Exercise aim: Read the records below and copy each line that contains "down".

___ Study material ___

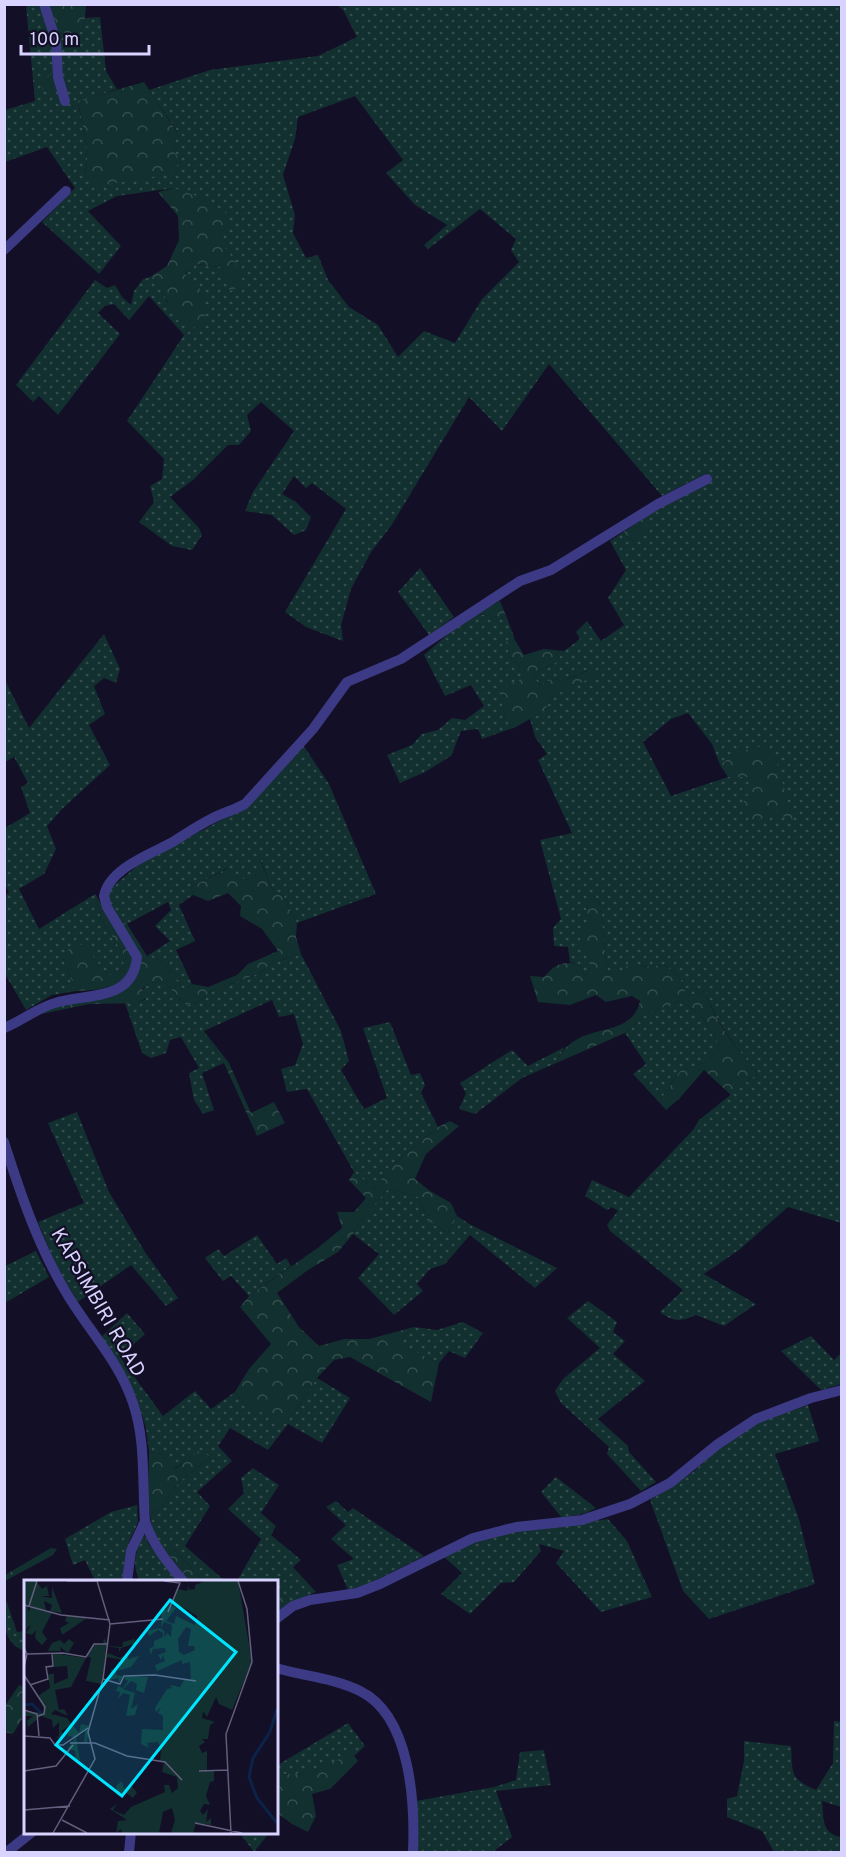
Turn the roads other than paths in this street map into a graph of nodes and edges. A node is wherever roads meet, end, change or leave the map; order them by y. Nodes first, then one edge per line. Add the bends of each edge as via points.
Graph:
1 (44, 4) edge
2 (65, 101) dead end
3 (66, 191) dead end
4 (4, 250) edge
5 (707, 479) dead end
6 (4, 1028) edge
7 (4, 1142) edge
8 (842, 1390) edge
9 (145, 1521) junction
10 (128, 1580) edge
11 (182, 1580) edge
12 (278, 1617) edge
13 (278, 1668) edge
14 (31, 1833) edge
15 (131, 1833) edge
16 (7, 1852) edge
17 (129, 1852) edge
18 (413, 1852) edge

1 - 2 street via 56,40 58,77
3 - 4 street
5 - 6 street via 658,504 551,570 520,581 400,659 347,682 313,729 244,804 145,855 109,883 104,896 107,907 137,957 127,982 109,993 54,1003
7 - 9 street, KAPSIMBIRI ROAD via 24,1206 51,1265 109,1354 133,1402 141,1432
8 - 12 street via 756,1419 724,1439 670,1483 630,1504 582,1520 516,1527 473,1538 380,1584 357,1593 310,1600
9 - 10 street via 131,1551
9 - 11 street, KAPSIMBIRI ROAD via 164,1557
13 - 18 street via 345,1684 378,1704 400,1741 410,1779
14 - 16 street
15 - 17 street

___
___ Study material ___

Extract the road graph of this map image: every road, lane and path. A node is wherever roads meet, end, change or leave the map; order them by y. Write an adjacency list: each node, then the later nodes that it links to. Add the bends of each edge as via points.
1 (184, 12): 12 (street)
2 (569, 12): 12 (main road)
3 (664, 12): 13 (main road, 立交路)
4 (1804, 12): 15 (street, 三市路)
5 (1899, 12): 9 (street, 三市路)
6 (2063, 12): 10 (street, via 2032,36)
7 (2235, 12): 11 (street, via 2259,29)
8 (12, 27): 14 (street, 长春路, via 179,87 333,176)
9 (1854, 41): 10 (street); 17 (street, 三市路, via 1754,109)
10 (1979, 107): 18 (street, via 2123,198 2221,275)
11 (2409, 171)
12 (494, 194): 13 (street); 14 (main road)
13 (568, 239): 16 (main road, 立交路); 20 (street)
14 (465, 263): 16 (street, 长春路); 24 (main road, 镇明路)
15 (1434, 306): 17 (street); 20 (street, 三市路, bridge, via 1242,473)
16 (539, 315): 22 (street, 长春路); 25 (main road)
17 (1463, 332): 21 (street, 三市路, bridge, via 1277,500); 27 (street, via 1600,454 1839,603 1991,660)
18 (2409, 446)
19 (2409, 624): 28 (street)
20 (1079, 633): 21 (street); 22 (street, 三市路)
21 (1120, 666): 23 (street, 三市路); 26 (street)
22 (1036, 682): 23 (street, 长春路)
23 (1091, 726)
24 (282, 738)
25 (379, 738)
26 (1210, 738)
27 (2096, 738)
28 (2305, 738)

___
___ Study material ___

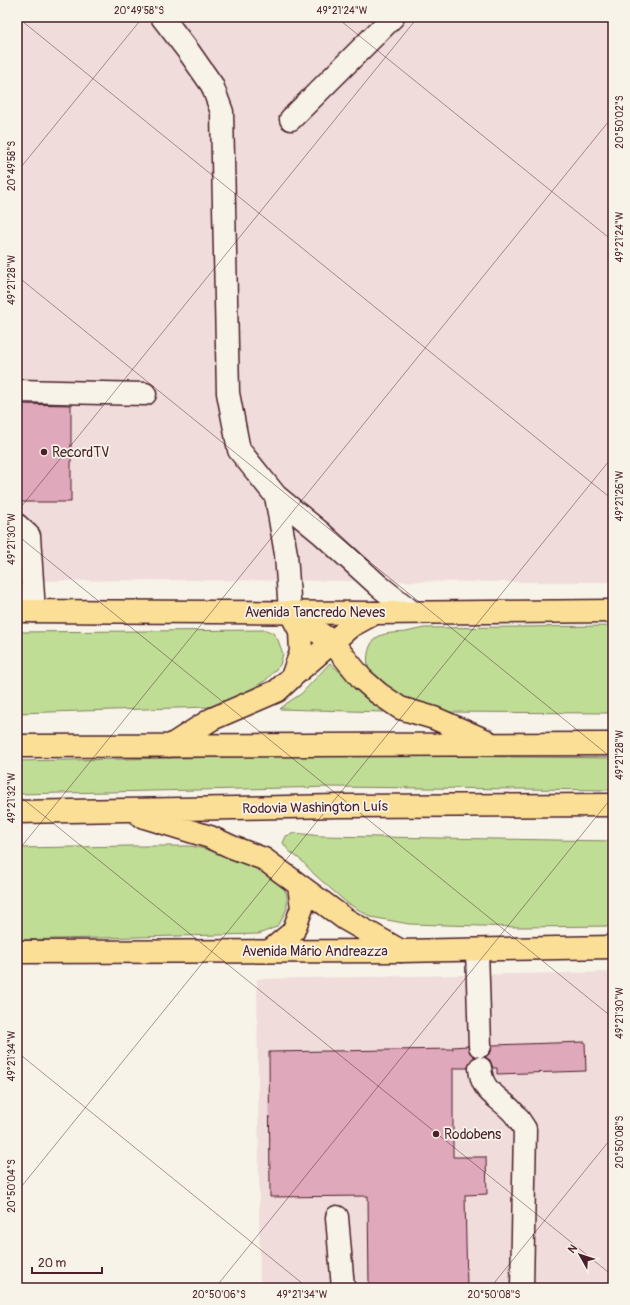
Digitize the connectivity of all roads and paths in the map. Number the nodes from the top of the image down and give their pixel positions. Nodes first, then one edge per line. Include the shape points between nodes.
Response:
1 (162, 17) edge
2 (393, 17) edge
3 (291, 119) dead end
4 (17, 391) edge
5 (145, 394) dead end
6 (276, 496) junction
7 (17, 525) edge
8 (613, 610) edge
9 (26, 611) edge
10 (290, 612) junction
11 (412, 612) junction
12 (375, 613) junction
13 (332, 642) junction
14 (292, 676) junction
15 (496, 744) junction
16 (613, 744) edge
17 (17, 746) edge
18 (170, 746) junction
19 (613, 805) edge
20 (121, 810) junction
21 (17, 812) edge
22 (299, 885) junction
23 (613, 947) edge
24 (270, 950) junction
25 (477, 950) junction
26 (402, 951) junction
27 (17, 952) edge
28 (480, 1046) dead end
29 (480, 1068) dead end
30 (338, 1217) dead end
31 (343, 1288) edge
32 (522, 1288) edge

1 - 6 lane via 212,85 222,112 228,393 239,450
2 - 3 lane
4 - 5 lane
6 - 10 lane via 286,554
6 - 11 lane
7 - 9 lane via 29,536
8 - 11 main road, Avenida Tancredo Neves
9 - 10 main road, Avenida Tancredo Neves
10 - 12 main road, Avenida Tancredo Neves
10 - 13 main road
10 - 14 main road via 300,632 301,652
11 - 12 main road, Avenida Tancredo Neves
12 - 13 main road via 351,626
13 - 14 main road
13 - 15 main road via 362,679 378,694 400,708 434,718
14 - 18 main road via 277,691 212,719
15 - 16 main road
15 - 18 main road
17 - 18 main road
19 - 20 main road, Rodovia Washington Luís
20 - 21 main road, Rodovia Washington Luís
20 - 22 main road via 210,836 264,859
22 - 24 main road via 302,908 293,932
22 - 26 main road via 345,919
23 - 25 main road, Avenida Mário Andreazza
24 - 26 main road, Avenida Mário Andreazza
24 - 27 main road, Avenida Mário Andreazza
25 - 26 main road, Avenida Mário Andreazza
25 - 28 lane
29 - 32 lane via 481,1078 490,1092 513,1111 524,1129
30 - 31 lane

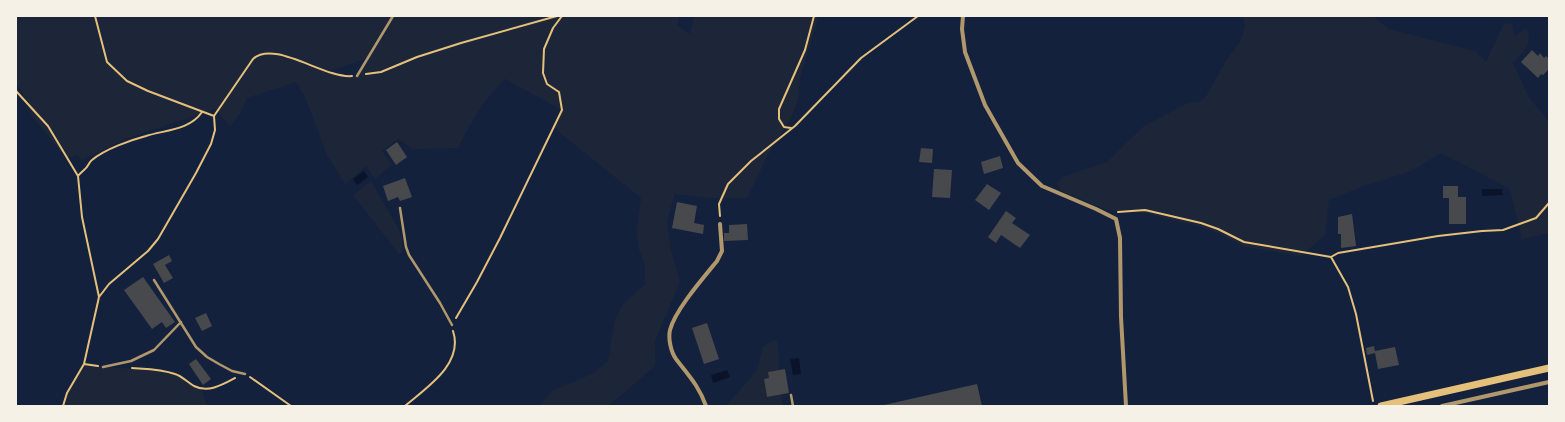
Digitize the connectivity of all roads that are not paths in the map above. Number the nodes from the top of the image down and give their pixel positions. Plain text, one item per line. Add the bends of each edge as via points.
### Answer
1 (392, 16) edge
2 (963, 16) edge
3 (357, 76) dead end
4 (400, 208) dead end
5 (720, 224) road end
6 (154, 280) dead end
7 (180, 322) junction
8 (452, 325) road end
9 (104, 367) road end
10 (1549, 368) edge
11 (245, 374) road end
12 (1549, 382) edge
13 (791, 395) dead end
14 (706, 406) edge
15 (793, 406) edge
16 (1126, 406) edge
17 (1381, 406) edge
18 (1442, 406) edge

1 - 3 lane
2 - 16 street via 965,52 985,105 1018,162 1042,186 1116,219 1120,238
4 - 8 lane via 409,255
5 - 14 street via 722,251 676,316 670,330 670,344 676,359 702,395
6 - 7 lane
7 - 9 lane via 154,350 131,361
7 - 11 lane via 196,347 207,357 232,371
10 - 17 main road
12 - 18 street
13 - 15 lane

___

Completed task:
Digitize the connectivity of all roads and paths in the map. Number the nodes from the top of the image down and give their pixel positions. Nodes first, then one edge per line. Include the shape points between nodes.
Digitize the connectivity of all roads that are not paths in the map above. Number the nodes from the top of the image down and give their pixel positions. Plain text, one item per line. Add the bends of each edge as via points.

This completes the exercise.